I have had a Locobuffer in use on my layouts for a few years now and I cant see how I ever went without it. To be honest I cant remember even how to program a loco address with the throttle any more since the JMRI interface is so easy and does the job with less question. I have used the Locobuffer with XP and Vista but not Windows 7 as of yet and I have had no major issues. Just remember to install the serial port emulator or the locobuffer and JMRI will not talk to each other.

Massey


----------



## tankist (Jun 11, 2009)

if i was looking for slow-mo turnout machines i would go with bunch of chineese cheap servos and SC8 servo driver (loconet compatible) thats 8 motors for 55$. the tortoises are horribly overpriced IMHO.


----------



## NIMT (Jan 6, 2011)

I have a set up close to the one you are working on!
Digitrax DCS 200 8 amp and several other DCS's as boosters, A PR3 for interface, a ton of Tortoise S.M. and a computer system to run it all.
Unlike tankist I use Tortoise S.M. because I like the reliability, I know servos would be reliable too, they really would be doing minimal work, But if you buy the tortoise's in bulk you can get the at a fairly decent price. 
I working on getting more SE8C Signal Decoders and or BDL168 LocoNet Occupancy Detectors to run all of it.
I'm not sure if I really want to bite into transponding, but I'm afraid with the size of layout that I'm working on it's going to be impossible to run it if I don't do it!


----------



## manchesterjim (Dec 30, 2011)

NIMT said:


> I have a set up close to the one you are working on!
> Digitrax DCS 200 8 amp and several other DCS's as boosters, A PR3 for interface, a ton of Tortoise S.M. and a computer system to run it all.
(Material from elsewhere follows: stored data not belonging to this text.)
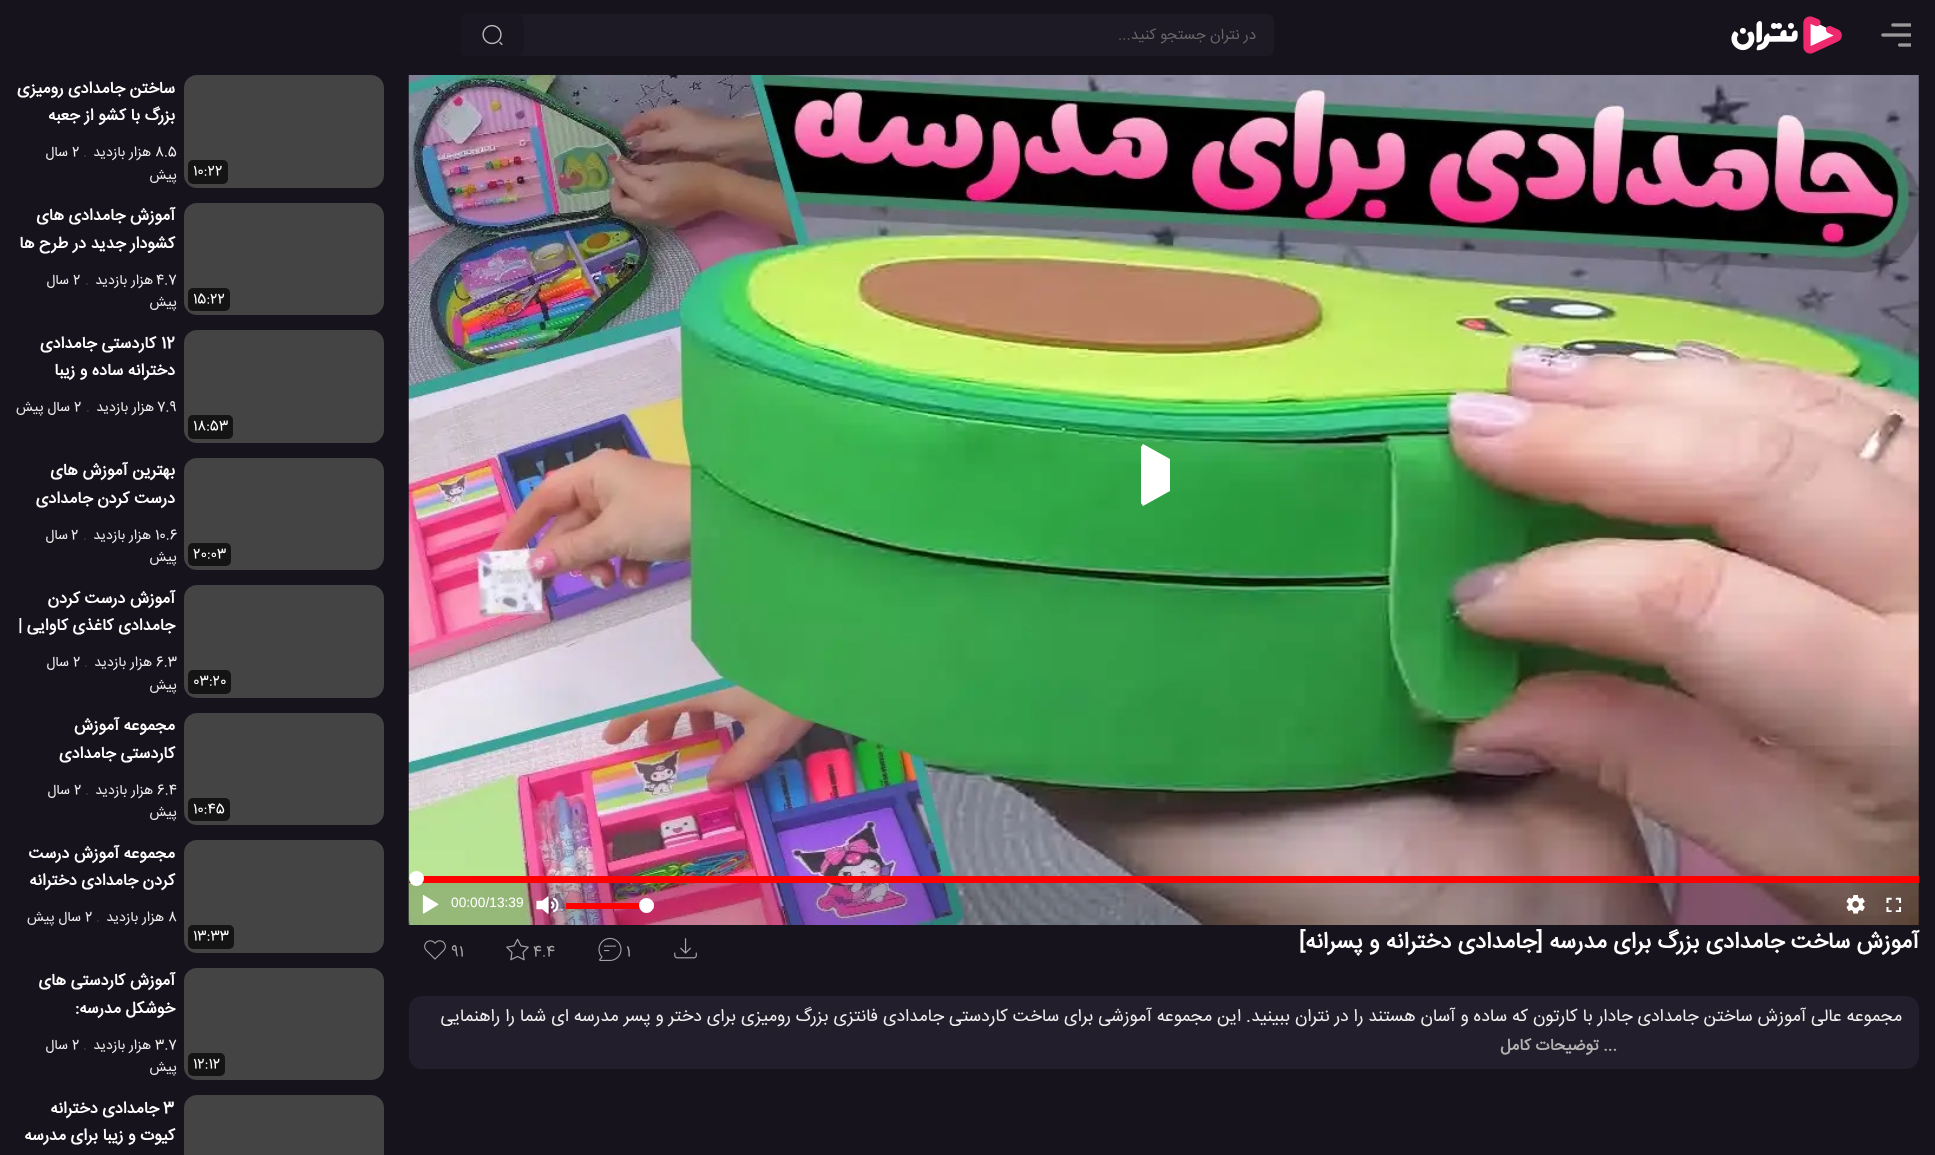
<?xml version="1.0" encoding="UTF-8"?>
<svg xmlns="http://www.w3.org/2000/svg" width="1935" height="1155">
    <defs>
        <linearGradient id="g1" gradientUnits="userSpaceOnUse" x1="409" y1="1049" x2="1919" y2="1049"><stop offset="0" stop-color="#231E2B"/><stop offset="0.78" stop-color="#231E2B"/><stop offset="0.9" stop-color="#231E2B" stop-opacity="0"/><stop offset="1" stop-color="#000000" stop-opacity="0"/></linearGradient>
    </defs>
    <rect width="100%" height="100%" fill="#16131C"/>
    <image x="1881" y="23" width="30" height="24" href="img_01.png"/>
    <image x="1731" y="16" width="111" height="38" href="img_02.png"/>
    <rect x="461" y="14" width="813" height="42" rx="6" fill="#1D1A26"/>
    <text x="1256" y="39" font-family="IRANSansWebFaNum" font-size="15" direction="rtl" fill="#666666">در نتران جستجو کنید...</text>
    <rect x="461" y="14" width="63" height="42" rx="8" fill="#191622"/>
    <image x="482" y="24" width="21" height="21" href="img_03.png"/>
    <text x="1919" y="948" font-family="IRANSansWebFaNum" font-size="22.5" font-weight="700" direction="rtl" fill="#FFFFFF">آموزش ساخت جامدادی بزرگ برای مدرسه [جامدادی دخترانه و پسرانه]</text>
    <image x="674" y="938" width="23" height="21" href="img_04.png"/>
    <text x="626" y="956" font-family="IRANSansWebFaNum" font-size="15" fill="#A4A4A4">1</text>
    <image x="598" y="937" width="24" height="24" href="img_05.png"/>
    <text x="533" y="956" font-family="IRANSansWebFaNum" font-size="15" fill="#A4A4A4">4.4</text>
    <image x="506" y="938" width="23" height="23" href="img_06.png"/>
    <text x="451" y="956" font-family="IRANSansWebFaNum" font-size="15" fill="#A4A4A4">91</text>
    <image x="424" y="940" width="22" height="20" href="img_07.png"/>
    <rect x="409" y="996" width="1510" height="73" rx="13" fill="#231E2B"/>
    <text x="1902" y="1021" font-family="IRANSansWebFaNum" font-size="17.5" direction="rtl" fill="#EEEEEE">مجموعه عالی آموزش ساختن جامدادی جادار با کارتون که ساده و آسان هستند را در نتران ببینید. این مجموعه آموزشی برای ساخت کاردستی جامدادی فانتزی بزرگ رومیزی برای دختر و پسر مدرسه ای شما را راهنمایی</text>
    <path d="M 409 1029 H 1919 V 1056 C 1919 1063 1913 1069 1906 1069 H 422 C 415 1069 409 1063 409 1056 Z" fill="url(#g1)"/>
    <text x="1617" y="1050" font-family="IRANSansWebFaNum" font-size="16.25" font-weight="700" direction="rtl" fill="#B2B2B2">... توضیحات کامل</text>
    <rect x="184" y="75" width="200" height="113" rx="13" fill="#444444"/>
    <text font-family="IRANSansWebFaNum" font-size="16.25" font-weight="700" direction="rtl" fill="#FFFFFF">
        <tspan x="175" y="93">ساختن جامدادی رومیزی</tspan>
        <tspan x="175" y="120">بزرگ با کشو از جعبه</tspan>
    </text>
    <text x="155" y="156" font-family="IRANSansWebFaNum" font-size="13.75" fill="#EEEEEE">8.5</text>
    <text x="151" y="156" font-family="IRANSansWebFaNum" font-size="13.75" direction="rtl" fill="#EEEEEE">هزار بازدید</text>
    <text x="83" y="156" font-family="IRANSansWebFaNum" font-size="13.75" fill="#484A57">.</text>
    <text x="72" y="156" font-family="IRANSansWebFaNum" font-size="13.75" fill="#EEEEEE">2</text>
    <text x="68" y="156" font-family="IRANSansWebFaNum" font-size="13.75" direction="rtl" fill="#EEEEEE">سال</text>
    <rect x="188" y="160" width="40" height="24" rx="5" fill="#141414"/>
    <text x="193" y="175" font-family="IRANSansWebFaNum" font-size="13.75" fill="#FFFFFF">10:22</text>
    <text x="177" y="179" font-family="IRANSansWebFaNum" font-size="13.75" direction="rtl" fill="#EEEEEE">پیش</text>
    <rect x="184" y="203" width="200" height="112" rx="13" fill="#444444"/>
    <text font-family="IRANSansWebFaNum" font-size="16.25" font-weight="700" direction="rtl" fill="#FFFFFF">
        <tspan x="175" y="220">آموزش جامدادی های</tspan>
        <tspan x="175" y="248">کشودار جدید در طرح ها</tspan>
    </text>
    <text x="156" y="284" font-family="IRANSansWebFaNum" font-size="13.75" fill="#EEEEEE">4.7</text>
    <text x="153" y="284" font-family="IRANSansWebFaNum" font-size="13.75" direction="rtl" fill="#EEEEEE">هزار بازدید</text>
    <text x="85" y="284" font-family="IRANSansWebFaNum" font-size="13.75" fill="#484A57">.</text>
    <text x="73" y="284" font-family="IRANSansWebFaNum" font-size="13.75" fill="#EEEEEE">2</text>
    <text x="69" y="284" font-family="IRANSansWebFaNum" font-size="13.75" direction="rtl" fill="#EEEEEE">سال</text>
    <rect x="188" y="288" width="42" height="23" rx="5" fill="#141414"/>
    <text x="193" y="303" font-family="IRANSansWebFaNum" font-size="13.75" fill="#FFFFFF">15:22</text>
    <text x="177" y="306" font-family="IRANSansWebFaNum" font-size="13.75" direction="rtl" fill="#EEEEEE">پیش</text>
    <rect x="184" y="330" width="200" height="113" rx="13" fill="#444444"/>
    <text x="161" y="348" font-family="IRANSansWebFaNum" font-size="16.25" font-weight="700" fill="#FFFFFF">12</text>
    <text x="156" y="348" font-family="IRANSansWebFaNum" font-size="16.25" font-weight="700" direction="rtl" fill="#FFFFFF">کاردستی جامدادی</text>
    <text x="175" y="375" font-family="IRANSansWebFaNum" font-size="16.25" font-weight="700" direction="rtl" fill="#FFFFFF">دخترانه ساده و زیبا</text>
    <text x="157" y="411" font-family="IRANSansWebFaNum" font-size="13.75" fill="#EEEEEE">7.9</text>
    <text x="154" y="411" font-family="IRANSansWebFaNum" font-size="13.75" direction="rtl" fill="#EEEEEE">هزار بازدید</text>
    <text x="86" y="411" font-family="IRANSansWebFaNum" font-size="13.75" fill="#484A57">.</text>
    <text x="74" y="411" font-family="IRANSansWebFaNum" font-size="13.75" fill="#EEEEEE">2</text>
    <text x="70" y="411" font-family="IRANSansWebFaNum" font-size="13.75" direction="rtl" fill="#EEEEEE">سال پیش</text>
    <rect x="188" y="415" width="45" height="24" rx="5" fill="#141414"/>
    <text x="193" y="430" font-family="IRANSansWebFaNum" font-size="13.75" fill="#FFFFFF">18:53</text>
    <rect x="184" y="458" width="200" height="112" rx="13" fill="#444444"/>
    <text font-family="IRANSansWebFaNum" font-size="16.25" font-weight="700" direction="rtl" fill="#FFFFFF">
        <tspan x="175" y="475">بهترین آموزش های</tspan>
        <tspan x="175" y="503">درست کردن جامدادی</tspan>
    </text>
    <text x="155" y="539" font-family="IRANSansWebFaNum" font-size="13.75" fill="#EEEEEE">10.6</text>
    <text x="151" y="539" font-family="IRANSansWebFaNum" font-size="13.75" direction="rtl" fill="#EEEEEE">هزار بازدید</text>
    <text x="83" y="539" font-family="IRANSansWebFaNum" font-size="13.75" fill="#484A57">.</text>
    <text x="71" y="539" font-family="IRANSansWebFaNum" font-size="13.75" fill="#EEEEEE">2</text>
    <text x="68" y="539" font-family="IRANSansWebFaNum" font-size="13.75" direction="rtl" fill="#EEEEEE">سال</text>
    <rect x="188" y="543" width="43" height="23" rx="5" fill="#141414"/>
    <text x="193" y="558" font-family="IRANSansWebFaNum" font-size="13.75" fill="#FFFFFF">20:03</text>
    <text x="177" y="561" font-family="IRANSansWebFaNum" font-size="13.75" direction="rtl" fill="#EEEEEE">پیش</text>
    <rect x="184" y="585" width="200" height="113" rx="13" fill="#444444"/>
    <text font-family="IRANSansWebFaNum" font-size="16.25" font-weight="700" direction="rtl" fill="#FFFFFF">
        <tspan x="175" y="603">آموزش درست کردن</tspan>
        <tspan x="175" y="630">جامدادی کاغذی کاوایی |</tspan>
    </text>
    <text x="156" y="666" font-family="IRANSansWebFaNum" font-size="13.75" fill="#EEEEEE">6.3</text>
    <text x="152" y="666" font-family="IRANSansWebFaNum" font-size="13.75" direction="rtl" fill="#EEEEEE">هزار بازدید</text>
    <text x="84" y="666" font-family="IRANSansWebFaNum" font-size="13.75" fill="#484A57">.</text>
    <text x="73" y="666" font-family="IRANSansWebFaNum" font-size="13.75" fill="#EEEEEE">2</text>
    <text x="69" y="666" font-family="IRANSansWebFaNum" font-size="13.75" direction="rtl" fill="#EEEEEE">سال</text>
    <rect x="188" y="670" width="43" height="24" rx="5" fill="#141414"/>
    <text x="193" y="685" font-family="IRANSansWebFaNum" font-size="13.75" fill="#FFFFFF">03:20</text>
    <text x="177" y="689" font-family="IRANSansWebFaNum" font-size="13.75" direction="rtl" fill="#EEEEEE">پیش</text>
    <rect x="184" y="713" width="200" height="112" rx="13" fill="#444444"/>
    <text font-family="IRANSansWebFaNum" font-size="16.25" font-weight="700" direction="rtl" fill="#FFFFFF">
        <tspan x="175" y="730">مجموعه آموزش</tspan>
        <tspan x="175" y="758">کاردستی جامدادی</tspan>
    </text>
    <text x="157" y="794" font-family="IRANSansWebFaNum" font-size="13.75" fill="#EEEEEE">6.4</text>
    <text x="153" y="794" font-family="IRANSansWebFaNum" font-size="13.75" direction="rtl" fill="#EEEEEE">هزار بازدید</text>
    <text x="85" y="794" font-family="IRANSansWebFaNum" font-size="13.75" fill="#484A57">.</text>
    <text x="74" y="794" font-family="IRANSansWebFaNum" font-size="13.75" fill="#EEEEEE">2</text>
    <text x="70" y="794" font-family="IRANSansWebFaNum" font-size="13.75" direction="rtl" fill="#EEEEEE">سال</text>
    <rect x="188" y="798" width="42" height="23" rx="5" fill="#141414"/>
    <text x="193" y="813" font-family="IRANSansWebFaNum" font-size="13.75" fill="#FFFFFF">10:45</text>
    <text x="177" y="816" font-family="IRANSansWebFaNum" font-size="13.75" direction="rtl" fill="#EEEEEE">پیش</text>
    <rect x="184" y="840" width="200" height="113" rx="13" fill="#444444"/>
    <text font-family="IRANSansWebFaNum" font-size="16.25" font-weight="700" direction="rtl" fill="#FFFFFF">
        <tspan x="175" y="858">مجموعه آموزش درست</tspan>
        <tspan x="175" y="885">کردن جامدادی دخترانه</tspan>
    </text>
    <text x="168" y="921" font-family="IRANSansWebFaNum" font-size="13.75" fill="#EEEEEE">8</text>
    <text x="164" y="921" font-family="IRANSansWebFaNum" font-size="13.75" direction="rtl" fill="#EEEEEE">هزار بازدید</text>
    <text x="96" y="921" font-family="IRANSansWebFaNum" font-size="13.75" fill="#484A57">.</text>
    <text x="85" y="921" font-family="IRANSansWebFaNum" font-size="13.75" fill="#EEEEEE">2</text>
    <text x="81" y="921" font-family="IRANSansWebFaNum" font-size="13.75" direction="rtl" fill="#EEEEEE">سال پیش</text>
    <rect x="188" y="925" width="46" height="24" rx="5" fill="#141414"/>
    <text x="193" y="940" font-family="IRANSansWebFaNum" font-size="13.75" fill="#FFFFFF">13:33</text>
    <rect x="184" y="968" width="200" height="112" rx="13" fill="#444444"/>
    <text font-family="IRANSansWebFaNum" font-size="16.25" font-weight="700" direction="rtl" fill="#FFFFFF">
        <tspan x="175" y="985">آموزش کاردستی های</tspan>
        <tspan x="175" y="1013">خوشکل مدرسه:</tspan>
    </text>
    <text x="155" y="1049" font-family="IRANSansWebFaNum" font-size="13.75" fill="#EEEEEE">3.7</text>
    <text x="151" y="1049" font-family="IRANSansWebFaNum" font-size="13.75" direction="rtl" fill="#EEEEEE">هزار بازدید</text>
    <text x="83" y="1049" font-family="IRANSansWebFaNum" font-size="13.75" fill="#484A57">.</text>
    <text x="72" y="1049" font-family="IRANSansWebFaNum" font-size="13.75" fill="#EEEEEE">2</text>
    <text x="68" y="1049" font-family="IRANSansWebFaNum" font-size="13.75" direction="rtl" fill="#EEEEEE">سال</text>
    <rect x="188" y="1053" width="37" height="23" rx="5" fill="#141414"/>
    <text x="193" y="1068" font-family="IRANSansWebFaNum" font-size="13.75" fill="#FFFFFF">12:12</text>
    <text x="177" y="1071" font-family="IRANSansWebFaNum" font-size="13.75" direction="rtl" fill="#EEEEEE">پیش</text>
    <rect x="184" y="1095" width="200" height="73" rx="13" fill="#444444"/>
    <text x="163" y="1113" font-family="IRANSansWebFaNum" font-size="16.25" font-weight="700" fill="#FFFFFF">3</text>
    <text x="159" y="1113" font-family="IRANSansWebFaNum" font-size="16.25" font-weight="700" direction="rtl" fill="#FFFFFF">جامدادی دخترانه</text>
    <text x="175" y="1140" font-family="IRANSansWebFaNum" font-size="16.25" font-weight="700" direction="rtl" fill="#FFFFFF">کیوت و زیبا برای مدرسه</text>
    <image x="408" y="75" width="1511" height="850" href="img_08.png"/>
    <path d="M 1141 447 L 1143 444 L 1170 459 V 491 L 1143 506 L 1141 503 Z" fill="#FFFFFF"/>
    <rect x="409" y="883" width="1510" height="42" fill="#000000" fill-opacity="0.2"/>
    <rect x="409" y="876" width="1510" height="7" fill="#FF0000"/>
    <circle cx="416.5" cy="878.5" r="7.5" fill="#FFFFFF"/>
    <image x="1886" y="897" width="16" height="15" href="img_09.png"/>
    <image x="1846" y="895" width="19" height="19" href="img_10.png"/>
    <rect x="653" y="903" width="1" height="6" fill="#FFFFFF" fill-opacity="0.35"/>
    <rect x="566" y="903" width="74" height="6" fill="#FF0000"/>
    <circle cx="646.5" cy="905.5" r="7.5" fill="#FFFFFF"/>
    <image x="536" y="896" width="23" height="18" href="img_11.png"/>
    <text x="451" y="907" font-family="Liberation Sans" font-size="13.75" fill="#FFFFFF">00:00/13:39</text>
    <image x="422" y="895" width="17" height="19" href="img_12.png"/>
</svg>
 A DCS 200 is definitely on my list of things to get. I have the DB150 now but I want the CV readback capabilities, so I'll upgrade the command station and use the 150 as a booster.

I'm with you on the switch machines......I've seen too many of them working reliably....so I'll stick with what I know.


----------



## tankist (Jun 11, 2009)

NIMT said:


> Unlike tankist I use Tortoise S.M. because I like the reliability, I know servos would be reliable too, they really would be doing minimal work, But if you buy the tortoise's in bulk you can get the at a fairly decent price.


even in 12 pack it still can't get close to this one for under 3$ per piece. the unneeded bulkiness and the unjustified price (which tends to accumulate with each turnout controlled) that turns me off. 

but i don't insist


----------



## Cab1 (Jul 26, 2009)

You guys are using remote controlled servos, like in a RC airplane? I've never seen that done before, but I can see the possibilities. How would you set something up like that? Sounds complicated.


----------



## waltr (Aug 15, 2011)

Some sort of servo controller is required to provide the encoded position pulse.

Tam Valley makes these:
http://www.tamvalleydepot.com/products.html


----------



## tankist (Jun 11, 2009)

Cab1 said:


> You guys are using remote controlled servos, like in a RC airplane? I've never seen that done before, but I can see the possibilities. How would you set something up like that? Sounds complicated.


team digital SC8 decoder controls 8 servos.
http://teamdigital1.com/prod_catalogue/sc8_product/sc8.html


----------